Extracted data entries:
"""

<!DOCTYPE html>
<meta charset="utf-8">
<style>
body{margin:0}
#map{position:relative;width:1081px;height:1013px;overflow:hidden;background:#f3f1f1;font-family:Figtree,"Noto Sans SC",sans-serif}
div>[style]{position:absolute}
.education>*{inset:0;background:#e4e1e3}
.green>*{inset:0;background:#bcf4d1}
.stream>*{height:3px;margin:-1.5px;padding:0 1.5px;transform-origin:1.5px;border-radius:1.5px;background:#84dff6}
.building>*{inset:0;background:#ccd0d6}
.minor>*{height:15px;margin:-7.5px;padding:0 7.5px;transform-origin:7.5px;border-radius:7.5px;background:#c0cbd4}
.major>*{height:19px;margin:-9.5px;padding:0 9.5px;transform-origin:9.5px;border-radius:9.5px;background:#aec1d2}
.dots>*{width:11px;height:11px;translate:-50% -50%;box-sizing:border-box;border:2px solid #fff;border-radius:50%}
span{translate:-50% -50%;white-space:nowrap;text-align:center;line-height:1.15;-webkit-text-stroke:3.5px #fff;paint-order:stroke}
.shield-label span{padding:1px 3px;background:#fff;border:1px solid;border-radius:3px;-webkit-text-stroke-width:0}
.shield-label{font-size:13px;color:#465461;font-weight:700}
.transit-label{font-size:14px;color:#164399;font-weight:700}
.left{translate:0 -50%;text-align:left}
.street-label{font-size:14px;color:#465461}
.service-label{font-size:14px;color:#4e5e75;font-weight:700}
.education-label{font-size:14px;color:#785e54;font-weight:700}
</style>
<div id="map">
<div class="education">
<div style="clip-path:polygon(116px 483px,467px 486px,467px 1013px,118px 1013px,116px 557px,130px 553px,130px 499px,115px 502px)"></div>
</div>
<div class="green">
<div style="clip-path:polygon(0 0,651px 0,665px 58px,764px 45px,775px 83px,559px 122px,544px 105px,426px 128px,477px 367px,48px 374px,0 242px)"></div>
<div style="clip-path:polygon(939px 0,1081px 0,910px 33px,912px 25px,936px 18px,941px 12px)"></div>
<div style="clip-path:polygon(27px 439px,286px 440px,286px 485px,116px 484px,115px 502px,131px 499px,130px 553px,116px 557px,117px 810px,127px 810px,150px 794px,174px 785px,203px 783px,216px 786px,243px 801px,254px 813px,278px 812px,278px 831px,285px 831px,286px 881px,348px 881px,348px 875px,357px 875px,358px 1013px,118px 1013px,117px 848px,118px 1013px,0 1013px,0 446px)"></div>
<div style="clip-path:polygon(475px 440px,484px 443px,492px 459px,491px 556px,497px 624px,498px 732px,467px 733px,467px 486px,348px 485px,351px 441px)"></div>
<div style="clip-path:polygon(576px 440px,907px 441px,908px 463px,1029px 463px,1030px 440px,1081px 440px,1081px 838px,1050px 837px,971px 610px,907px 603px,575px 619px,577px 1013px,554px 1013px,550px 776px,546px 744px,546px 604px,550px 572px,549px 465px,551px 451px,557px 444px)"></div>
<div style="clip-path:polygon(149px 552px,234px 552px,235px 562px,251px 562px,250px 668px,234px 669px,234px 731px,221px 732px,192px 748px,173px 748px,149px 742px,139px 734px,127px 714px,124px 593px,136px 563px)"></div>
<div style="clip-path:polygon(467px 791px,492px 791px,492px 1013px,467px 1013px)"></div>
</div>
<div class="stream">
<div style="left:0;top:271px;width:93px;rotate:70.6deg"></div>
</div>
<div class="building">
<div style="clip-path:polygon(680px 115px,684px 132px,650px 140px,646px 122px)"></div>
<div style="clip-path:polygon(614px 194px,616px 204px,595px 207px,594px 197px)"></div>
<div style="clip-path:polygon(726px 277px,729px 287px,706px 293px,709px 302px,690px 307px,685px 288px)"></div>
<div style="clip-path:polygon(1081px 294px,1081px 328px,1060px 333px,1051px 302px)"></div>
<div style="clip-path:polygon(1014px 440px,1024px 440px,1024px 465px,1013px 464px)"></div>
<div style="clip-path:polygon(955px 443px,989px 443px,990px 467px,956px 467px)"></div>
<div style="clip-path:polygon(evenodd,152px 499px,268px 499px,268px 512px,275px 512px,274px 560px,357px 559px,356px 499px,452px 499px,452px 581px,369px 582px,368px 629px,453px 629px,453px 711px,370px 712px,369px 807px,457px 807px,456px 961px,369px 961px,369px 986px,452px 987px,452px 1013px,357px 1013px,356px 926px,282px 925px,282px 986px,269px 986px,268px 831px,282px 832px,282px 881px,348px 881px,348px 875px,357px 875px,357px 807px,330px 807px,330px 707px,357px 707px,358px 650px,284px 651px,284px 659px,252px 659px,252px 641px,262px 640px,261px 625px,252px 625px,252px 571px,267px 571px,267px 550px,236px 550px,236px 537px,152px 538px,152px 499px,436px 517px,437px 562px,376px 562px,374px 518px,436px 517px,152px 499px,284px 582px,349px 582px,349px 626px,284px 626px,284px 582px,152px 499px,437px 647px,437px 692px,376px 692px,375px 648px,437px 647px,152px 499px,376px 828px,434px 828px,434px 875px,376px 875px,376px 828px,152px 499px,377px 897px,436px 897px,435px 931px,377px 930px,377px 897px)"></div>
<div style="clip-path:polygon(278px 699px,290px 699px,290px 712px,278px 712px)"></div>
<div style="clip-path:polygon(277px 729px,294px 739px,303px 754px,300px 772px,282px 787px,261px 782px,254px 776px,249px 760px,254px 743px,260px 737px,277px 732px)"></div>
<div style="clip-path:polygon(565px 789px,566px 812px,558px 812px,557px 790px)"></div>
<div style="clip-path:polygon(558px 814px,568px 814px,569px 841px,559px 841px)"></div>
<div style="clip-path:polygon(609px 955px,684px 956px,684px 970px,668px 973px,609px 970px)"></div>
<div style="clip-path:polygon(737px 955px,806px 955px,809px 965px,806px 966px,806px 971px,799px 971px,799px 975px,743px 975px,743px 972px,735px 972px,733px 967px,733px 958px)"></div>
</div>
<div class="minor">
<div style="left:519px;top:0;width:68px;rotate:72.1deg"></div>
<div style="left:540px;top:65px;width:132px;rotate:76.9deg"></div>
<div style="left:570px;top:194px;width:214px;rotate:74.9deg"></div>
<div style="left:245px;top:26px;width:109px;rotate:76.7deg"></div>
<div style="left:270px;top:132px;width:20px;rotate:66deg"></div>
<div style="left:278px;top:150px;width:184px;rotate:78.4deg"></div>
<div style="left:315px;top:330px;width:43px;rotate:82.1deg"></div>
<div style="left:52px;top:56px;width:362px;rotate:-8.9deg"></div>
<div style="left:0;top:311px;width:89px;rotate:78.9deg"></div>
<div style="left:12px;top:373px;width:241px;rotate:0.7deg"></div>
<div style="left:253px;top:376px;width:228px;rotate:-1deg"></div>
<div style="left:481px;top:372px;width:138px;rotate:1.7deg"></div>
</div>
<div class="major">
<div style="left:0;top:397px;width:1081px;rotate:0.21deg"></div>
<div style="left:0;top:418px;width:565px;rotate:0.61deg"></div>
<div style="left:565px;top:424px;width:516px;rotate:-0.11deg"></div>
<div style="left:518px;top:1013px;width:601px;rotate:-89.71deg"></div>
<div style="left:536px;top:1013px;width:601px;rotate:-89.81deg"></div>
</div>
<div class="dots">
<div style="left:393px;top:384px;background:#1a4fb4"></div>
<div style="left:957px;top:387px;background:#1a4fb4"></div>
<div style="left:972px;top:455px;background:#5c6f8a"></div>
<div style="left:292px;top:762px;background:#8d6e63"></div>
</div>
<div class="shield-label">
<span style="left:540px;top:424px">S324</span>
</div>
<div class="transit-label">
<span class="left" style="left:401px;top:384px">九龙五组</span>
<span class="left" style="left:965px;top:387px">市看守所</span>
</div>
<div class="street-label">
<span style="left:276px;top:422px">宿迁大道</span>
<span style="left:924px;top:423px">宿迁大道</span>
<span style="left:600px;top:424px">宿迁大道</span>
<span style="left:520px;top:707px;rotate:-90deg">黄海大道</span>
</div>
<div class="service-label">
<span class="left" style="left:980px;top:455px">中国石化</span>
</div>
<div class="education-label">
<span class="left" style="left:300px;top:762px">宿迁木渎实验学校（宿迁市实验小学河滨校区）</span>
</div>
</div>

"""
"""

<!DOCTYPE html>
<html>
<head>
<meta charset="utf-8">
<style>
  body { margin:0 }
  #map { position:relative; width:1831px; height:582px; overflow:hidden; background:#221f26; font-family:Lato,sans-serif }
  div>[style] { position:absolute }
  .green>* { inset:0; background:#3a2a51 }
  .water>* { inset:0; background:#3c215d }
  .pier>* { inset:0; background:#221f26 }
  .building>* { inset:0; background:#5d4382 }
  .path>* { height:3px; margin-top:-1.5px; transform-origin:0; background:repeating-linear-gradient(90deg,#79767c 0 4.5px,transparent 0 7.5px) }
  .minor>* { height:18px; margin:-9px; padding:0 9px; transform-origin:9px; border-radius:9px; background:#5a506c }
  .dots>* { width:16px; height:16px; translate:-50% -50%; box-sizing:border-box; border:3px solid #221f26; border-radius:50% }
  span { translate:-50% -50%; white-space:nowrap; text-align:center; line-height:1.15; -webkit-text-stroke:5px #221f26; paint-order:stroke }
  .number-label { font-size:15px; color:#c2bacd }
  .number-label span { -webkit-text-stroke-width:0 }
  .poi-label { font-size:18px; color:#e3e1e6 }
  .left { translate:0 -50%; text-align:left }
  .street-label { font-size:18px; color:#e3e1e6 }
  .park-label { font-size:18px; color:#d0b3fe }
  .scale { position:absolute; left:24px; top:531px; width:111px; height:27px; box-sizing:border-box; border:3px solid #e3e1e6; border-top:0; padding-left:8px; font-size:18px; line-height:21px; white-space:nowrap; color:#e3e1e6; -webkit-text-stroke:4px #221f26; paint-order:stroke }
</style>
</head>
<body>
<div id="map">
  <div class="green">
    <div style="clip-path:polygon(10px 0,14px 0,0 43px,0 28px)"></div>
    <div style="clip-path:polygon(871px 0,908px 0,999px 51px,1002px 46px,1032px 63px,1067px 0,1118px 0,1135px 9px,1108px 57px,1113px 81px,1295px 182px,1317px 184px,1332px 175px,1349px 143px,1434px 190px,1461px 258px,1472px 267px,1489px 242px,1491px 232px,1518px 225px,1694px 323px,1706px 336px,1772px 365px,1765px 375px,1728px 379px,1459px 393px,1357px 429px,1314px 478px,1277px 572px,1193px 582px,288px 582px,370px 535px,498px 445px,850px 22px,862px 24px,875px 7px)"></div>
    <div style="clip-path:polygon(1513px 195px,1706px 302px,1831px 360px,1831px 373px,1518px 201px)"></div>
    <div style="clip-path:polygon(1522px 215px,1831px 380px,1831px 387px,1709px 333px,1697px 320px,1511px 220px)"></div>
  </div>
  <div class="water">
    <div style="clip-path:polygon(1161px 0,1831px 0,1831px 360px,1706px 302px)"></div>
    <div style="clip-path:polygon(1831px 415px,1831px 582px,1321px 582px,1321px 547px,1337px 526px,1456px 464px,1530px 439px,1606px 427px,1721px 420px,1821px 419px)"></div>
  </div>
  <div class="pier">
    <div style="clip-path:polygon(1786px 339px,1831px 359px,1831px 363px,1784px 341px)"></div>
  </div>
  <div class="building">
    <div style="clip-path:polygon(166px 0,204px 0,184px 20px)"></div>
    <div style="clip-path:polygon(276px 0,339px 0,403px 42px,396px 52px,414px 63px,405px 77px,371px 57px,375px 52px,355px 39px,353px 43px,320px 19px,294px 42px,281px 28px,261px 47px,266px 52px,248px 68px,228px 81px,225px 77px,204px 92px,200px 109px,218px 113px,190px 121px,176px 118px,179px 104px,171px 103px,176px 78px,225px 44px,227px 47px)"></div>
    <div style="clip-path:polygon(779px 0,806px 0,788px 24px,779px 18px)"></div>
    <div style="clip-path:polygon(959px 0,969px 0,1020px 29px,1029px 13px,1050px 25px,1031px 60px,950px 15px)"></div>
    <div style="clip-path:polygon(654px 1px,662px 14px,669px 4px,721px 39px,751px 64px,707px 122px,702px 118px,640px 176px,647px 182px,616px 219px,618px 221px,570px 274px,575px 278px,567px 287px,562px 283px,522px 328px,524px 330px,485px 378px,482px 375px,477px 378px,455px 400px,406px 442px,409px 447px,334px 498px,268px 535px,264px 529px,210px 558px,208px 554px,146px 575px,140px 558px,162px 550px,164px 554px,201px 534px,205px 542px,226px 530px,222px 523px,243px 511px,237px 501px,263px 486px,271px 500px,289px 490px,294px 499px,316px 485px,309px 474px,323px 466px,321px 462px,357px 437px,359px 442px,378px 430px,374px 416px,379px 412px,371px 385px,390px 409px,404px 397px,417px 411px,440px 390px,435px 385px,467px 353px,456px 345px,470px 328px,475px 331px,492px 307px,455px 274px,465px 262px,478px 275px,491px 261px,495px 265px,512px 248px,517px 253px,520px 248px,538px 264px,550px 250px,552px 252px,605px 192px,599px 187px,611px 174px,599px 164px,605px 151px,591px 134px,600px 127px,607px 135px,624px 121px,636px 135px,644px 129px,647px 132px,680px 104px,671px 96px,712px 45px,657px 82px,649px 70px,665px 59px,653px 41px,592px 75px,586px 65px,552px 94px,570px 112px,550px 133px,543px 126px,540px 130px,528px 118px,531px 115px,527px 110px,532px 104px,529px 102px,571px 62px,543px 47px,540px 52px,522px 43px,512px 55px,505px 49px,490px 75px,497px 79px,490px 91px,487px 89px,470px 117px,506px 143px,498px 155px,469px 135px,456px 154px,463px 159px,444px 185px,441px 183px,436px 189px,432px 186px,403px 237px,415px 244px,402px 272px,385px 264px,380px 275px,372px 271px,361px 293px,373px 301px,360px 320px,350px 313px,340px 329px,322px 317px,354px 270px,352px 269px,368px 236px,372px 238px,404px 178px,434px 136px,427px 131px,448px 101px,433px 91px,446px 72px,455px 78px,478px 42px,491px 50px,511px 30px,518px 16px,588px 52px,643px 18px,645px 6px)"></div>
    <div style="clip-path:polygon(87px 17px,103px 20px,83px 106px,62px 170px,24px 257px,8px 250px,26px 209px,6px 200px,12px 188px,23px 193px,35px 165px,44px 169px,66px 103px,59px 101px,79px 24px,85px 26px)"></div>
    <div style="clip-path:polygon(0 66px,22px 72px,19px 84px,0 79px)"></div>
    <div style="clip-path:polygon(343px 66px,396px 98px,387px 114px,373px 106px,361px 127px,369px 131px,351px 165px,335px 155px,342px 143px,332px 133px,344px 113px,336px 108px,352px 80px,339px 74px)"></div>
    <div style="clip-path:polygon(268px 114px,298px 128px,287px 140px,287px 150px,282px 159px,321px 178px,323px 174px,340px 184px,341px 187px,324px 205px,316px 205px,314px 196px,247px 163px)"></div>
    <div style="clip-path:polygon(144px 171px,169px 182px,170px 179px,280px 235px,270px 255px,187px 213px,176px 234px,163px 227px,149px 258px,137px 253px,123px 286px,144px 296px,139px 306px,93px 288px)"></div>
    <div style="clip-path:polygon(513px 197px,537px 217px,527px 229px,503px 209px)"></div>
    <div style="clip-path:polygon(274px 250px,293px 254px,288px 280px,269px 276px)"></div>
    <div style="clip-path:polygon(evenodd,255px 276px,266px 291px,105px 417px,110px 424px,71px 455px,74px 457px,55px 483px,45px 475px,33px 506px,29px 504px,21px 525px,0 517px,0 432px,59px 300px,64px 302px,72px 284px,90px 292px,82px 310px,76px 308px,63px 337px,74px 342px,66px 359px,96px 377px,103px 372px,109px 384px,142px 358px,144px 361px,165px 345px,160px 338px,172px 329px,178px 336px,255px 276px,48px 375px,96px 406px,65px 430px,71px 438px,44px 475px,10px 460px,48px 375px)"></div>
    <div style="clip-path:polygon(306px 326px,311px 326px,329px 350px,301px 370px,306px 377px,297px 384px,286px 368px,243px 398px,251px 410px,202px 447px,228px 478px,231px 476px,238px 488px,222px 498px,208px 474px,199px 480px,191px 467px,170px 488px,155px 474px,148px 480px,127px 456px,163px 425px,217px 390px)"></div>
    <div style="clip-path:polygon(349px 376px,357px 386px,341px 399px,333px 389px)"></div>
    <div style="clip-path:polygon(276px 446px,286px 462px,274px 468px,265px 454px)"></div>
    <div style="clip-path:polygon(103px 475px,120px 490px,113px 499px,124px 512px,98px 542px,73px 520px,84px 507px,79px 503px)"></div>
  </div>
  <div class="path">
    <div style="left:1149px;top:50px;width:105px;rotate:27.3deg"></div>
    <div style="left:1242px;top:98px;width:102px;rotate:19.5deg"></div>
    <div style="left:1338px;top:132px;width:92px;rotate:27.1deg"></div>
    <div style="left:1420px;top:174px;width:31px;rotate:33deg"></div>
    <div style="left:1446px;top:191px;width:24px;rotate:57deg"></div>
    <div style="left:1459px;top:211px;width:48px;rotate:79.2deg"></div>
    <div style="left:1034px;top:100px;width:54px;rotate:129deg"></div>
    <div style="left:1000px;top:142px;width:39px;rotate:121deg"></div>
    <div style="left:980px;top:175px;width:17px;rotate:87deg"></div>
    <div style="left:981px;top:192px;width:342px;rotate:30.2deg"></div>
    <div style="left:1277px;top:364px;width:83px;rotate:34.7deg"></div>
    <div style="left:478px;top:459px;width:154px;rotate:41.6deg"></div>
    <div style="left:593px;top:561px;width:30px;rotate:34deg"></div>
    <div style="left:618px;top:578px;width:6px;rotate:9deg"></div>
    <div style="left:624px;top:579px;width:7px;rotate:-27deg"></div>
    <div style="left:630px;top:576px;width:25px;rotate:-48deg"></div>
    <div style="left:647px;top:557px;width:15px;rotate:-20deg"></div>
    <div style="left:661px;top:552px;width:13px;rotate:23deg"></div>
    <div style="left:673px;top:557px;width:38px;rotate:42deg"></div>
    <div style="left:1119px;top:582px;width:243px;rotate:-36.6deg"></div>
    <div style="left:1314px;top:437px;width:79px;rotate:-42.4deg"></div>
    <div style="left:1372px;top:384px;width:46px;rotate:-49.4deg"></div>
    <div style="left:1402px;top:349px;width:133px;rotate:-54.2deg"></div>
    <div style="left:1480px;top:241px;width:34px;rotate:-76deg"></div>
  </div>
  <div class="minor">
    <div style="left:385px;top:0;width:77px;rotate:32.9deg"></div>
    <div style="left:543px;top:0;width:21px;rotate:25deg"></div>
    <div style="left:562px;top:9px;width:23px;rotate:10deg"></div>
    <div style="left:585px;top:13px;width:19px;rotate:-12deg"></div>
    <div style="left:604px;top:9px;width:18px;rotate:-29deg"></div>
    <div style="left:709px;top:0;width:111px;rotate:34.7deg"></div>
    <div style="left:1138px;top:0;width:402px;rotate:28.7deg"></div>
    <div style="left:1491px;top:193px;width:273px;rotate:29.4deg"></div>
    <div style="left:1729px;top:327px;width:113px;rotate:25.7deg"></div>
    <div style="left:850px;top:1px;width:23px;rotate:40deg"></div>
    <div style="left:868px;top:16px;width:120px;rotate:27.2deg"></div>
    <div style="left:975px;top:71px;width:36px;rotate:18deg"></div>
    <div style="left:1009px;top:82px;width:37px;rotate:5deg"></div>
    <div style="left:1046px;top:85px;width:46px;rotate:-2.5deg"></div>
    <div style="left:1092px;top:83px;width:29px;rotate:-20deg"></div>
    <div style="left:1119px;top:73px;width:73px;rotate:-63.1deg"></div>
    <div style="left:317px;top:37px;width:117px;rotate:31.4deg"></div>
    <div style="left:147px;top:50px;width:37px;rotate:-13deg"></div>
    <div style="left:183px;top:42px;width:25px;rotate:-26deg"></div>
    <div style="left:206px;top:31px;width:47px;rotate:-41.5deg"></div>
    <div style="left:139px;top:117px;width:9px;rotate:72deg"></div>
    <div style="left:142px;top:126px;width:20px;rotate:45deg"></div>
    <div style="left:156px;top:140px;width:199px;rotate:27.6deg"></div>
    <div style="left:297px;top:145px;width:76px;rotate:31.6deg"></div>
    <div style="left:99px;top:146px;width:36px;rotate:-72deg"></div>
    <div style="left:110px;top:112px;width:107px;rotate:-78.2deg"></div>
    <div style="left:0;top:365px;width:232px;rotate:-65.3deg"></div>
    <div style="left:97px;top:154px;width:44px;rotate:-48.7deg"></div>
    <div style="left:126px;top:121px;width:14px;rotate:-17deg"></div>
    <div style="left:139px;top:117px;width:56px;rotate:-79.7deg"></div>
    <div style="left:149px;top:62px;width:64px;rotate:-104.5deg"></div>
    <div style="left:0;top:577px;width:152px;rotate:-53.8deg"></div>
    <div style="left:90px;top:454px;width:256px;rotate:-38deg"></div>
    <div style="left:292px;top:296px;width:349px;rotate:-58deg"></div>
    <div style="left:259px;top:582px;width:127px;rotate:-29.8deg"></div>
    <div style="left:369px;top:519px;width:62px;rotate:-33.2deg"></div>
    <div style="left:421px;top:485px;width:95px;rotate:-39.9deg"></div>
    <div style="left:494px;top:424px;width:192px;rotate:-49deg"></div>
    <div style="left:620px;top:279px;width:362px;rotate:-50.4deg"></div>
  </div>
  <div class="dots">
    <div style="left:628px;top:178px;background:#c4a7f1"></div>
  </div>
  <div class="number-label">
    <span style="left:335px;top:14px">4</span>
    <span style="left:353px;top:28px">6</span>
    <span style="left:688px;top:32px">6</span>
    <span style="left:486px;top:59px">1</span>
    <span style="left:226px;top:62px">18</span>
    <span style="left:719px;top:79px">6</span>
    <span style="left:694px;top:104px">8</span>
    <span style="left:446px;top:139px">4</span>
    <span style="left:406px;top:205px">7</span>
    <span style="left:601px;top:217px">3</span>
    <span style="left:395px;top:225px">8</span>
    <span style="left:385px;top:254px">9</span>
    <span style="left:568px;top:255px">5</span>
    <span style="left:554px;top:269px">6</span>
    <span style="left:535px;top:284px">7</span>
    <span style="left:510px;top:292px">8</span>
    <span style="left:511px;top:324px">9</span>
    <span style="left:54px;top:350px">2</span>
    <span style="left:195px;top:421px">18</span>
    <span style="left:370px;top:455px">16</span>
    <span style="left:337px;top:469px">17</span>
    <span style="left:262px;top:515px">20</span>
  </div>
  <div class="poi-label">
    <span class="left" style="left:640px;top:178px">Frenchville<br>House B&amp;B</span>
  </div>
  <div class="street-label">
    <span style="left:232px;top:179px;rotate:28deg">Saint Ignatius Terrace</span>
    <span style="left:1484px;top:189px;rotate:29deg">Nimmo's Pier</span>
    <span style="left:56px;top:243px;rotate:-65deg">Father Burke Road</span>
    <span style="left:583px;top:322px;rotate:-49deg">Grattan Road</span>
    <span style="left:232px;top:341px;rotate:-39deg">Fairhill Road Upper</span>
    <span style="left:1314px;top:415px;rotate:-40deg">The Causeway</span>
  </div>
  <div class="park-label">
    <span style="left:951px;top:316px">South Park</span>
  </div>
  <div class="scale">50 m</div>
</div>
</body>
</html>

"""

▶ What you have to do
Filter the records for lines holding the string "family". Copy each one.

▶ Result of the exercise
#map{position:relative;width:1081px;height:1013px;overflow:hidden;background:#f3f1f1;font-family:Figtree,"Noto Sans SC",sans-serif}
  #map { position:relative; width:1831px; height:582px; overflow:hidden; background:#221f26; font-family:Lato,sans-serif }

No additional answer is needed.